В другом конце сарая устроилось домоуправление нашего городка, а во время войны — булочная. У этой булочной в шесть утра собирался ежедневно весь наш островной люд. Все занимали очередь. Ребятишки играли, взрослые обсуждали невеселые военные новости. К семи часам все получали свои хлебные пайки и бережно разносили их по домам. Стоять в очереди приходилось потому, что все работали, иждивенческих карточек, по которым выдавалось триста граммов хлеба на день, было немного. Работали и подростки. Я пошел токарем на завод «Аремз» и стоял у станка, как и все, по двенадцати часов без выходных. Хлеб надо было получить до работы. А после завода мы шли на огород: весь наш остров поделили на небольшие участки, где мы сажали, выращивали и караулили по ночам картошку. Наш огород располагался как раз на том месте, где когда-то стоял Регулярный сад, о чем мы, конечно, не подозревали.
Пожалуй, единственное, что мальчишкам было известно из истории острова, — это то, что в большом каменном сарае северо-западного угла Государева двора хранился найденный Петром I ботик. Об этом сообщала полустершаяся надпись на помятом железном листе, висевшем на стене сарая. Анна Петровна помнит стоявший в этом помещении мраморный пьедестал и большую памятную доску с надписью золотыми буквами по серому мрамору.
Основатель российского флота в детстве боялся воды. Старший его брат — Федор Алексеевич и учитель юного Петра — Тиммерман всячески старались приучить его к воде. Они купались вместе с Петром в Измайловском пруду и катались по нему на лодках. И вот в 1691 году Петр с голландцем Францем Тиммерманом забрел как-то на льняной двор и обнаружил там иностранный ботик.
Длинный и нескладный Петр, на котором был узкий в груди и повязанный через плечо белым шелковым шарфом Преображенский кафтан, измерял при помощи астролябии Государев двор села Измайлова. Князь Яков Долгорукий привез из Франции четырнадцатилетнему царю этот инструмент, а как пользоваться им — объяснить не мог. Петр обратился к немцу — доктору: не знает ли? Доктор прибора такого не видел, но сыскал молодому царю знающего человека — голландца Франца Тиммермана. Юноша жадно вцепился в нового учителя, замучил его бесконечными занятиями геометрией и фортификацией. Позже он говорил про Франца Тиммермана: «И тако сей Франц через сей случай, стал при дворе быть беспрестанно в компаниях с нами».

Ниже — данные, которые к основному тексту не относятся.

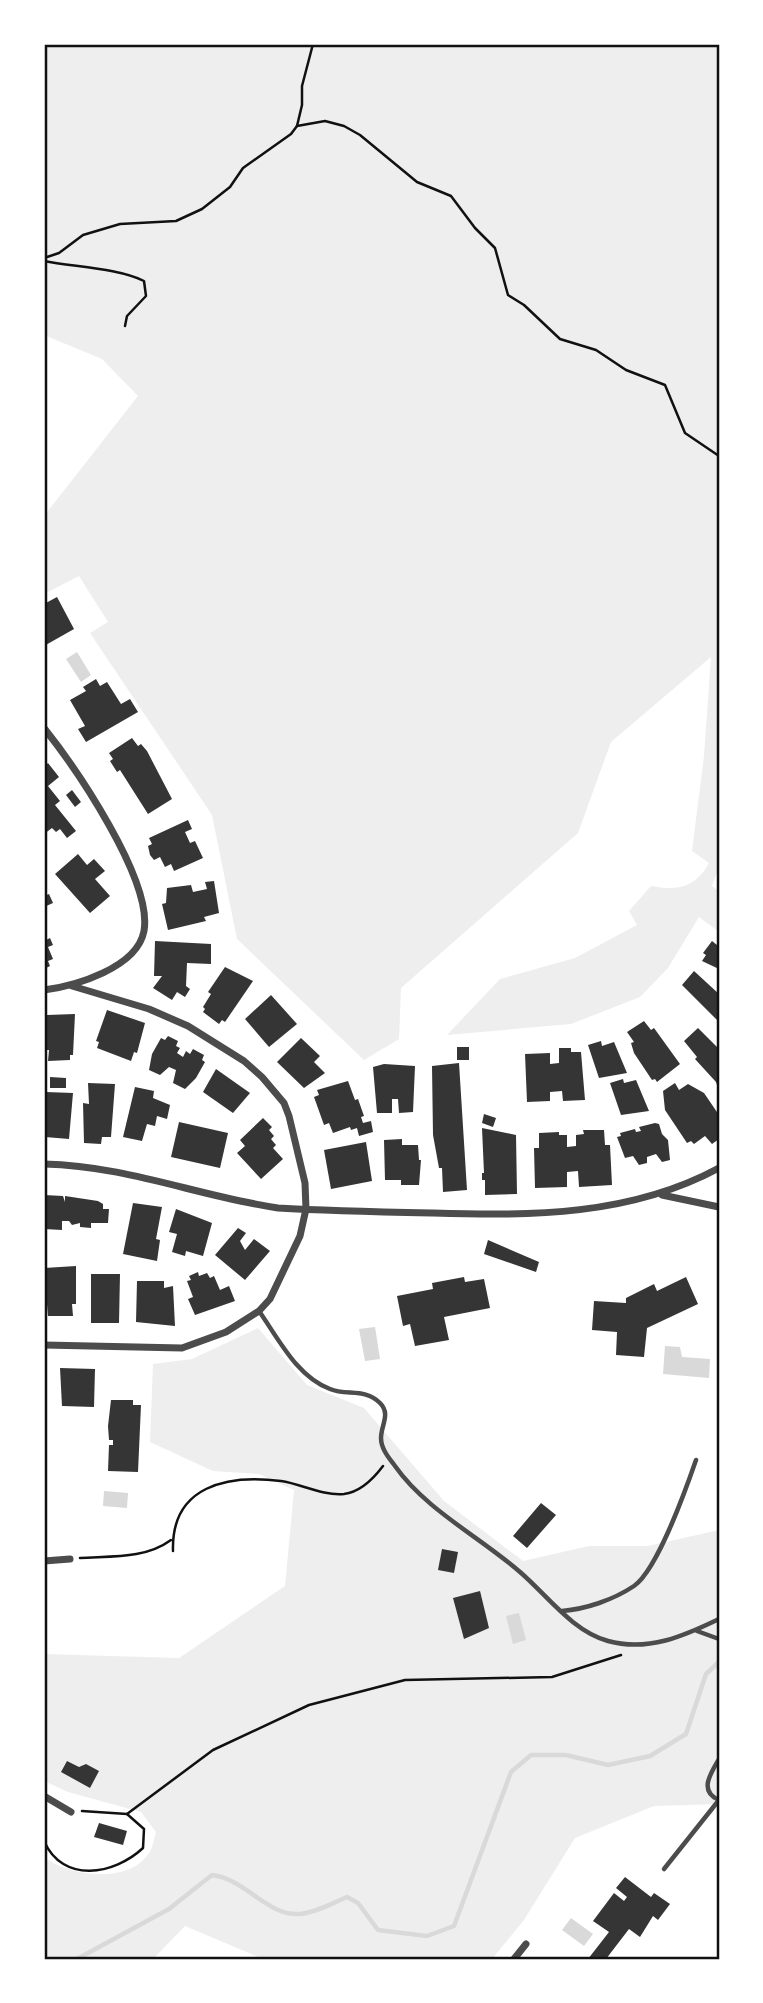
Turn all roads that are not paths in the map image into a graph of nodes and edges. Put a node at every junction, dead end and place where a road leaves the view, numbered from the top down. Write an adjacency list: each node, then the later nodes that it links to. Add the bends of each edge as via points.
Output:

Тиммерман дал задание Петру измерить расстояние от западных ворот Государева двора до восточных. Чертя на песке тростью голландца, Петр производил окончательные расчеты.
— Ровно сто сажен и двенадцать вершков, — сказал он, возвращая трость.
— Зер гут, майн фройнд! Только надо нам сей расчет проверить. Как мы можем это сделать? — спросил худощавый, подтянутый иностранец. Он был в строгом черном кафтане и при треуголке.
— Саженью!
— Можно саженью, — согласился Тиммерман.
— Федька! Поди сюда! — крикнул царь сержанту Преображенского батальона, ходившему за ними по пятам.
— Я не Федька, государь, я Евтихий, — смело шагнул вперед потешник, одетый в такой же зеленый кафтан. Из-под его треуголки во все стороны торчали вихры.
— Ефтихий! — фыркнул Петр. — Что за имя?! Будешь Федором. Давай сажень. Живо!
Произведенный за грамотность и смекалку в унтер-офицеры преображенец вырос в Измайлове и знал Государев двор как свои пять пальцев.
— В льняном амбаре, государь, — сержант бросился в правый угол двора к низкому каменному зданию.
Петр в нетерпении зашагал следом. За ним шел Тиммерман.
— Что здесь лежит? Чье? — спросил Петр, войдя в полутемное захламленное помещение.
— Старые и негодные вещи деда твоего царского величества, — отвечал Федор.
Петр осмотрелся. Почти всю стену амбара занимало большая лодка, заваленная старыми седлами, развалившейся мебелью и бочками.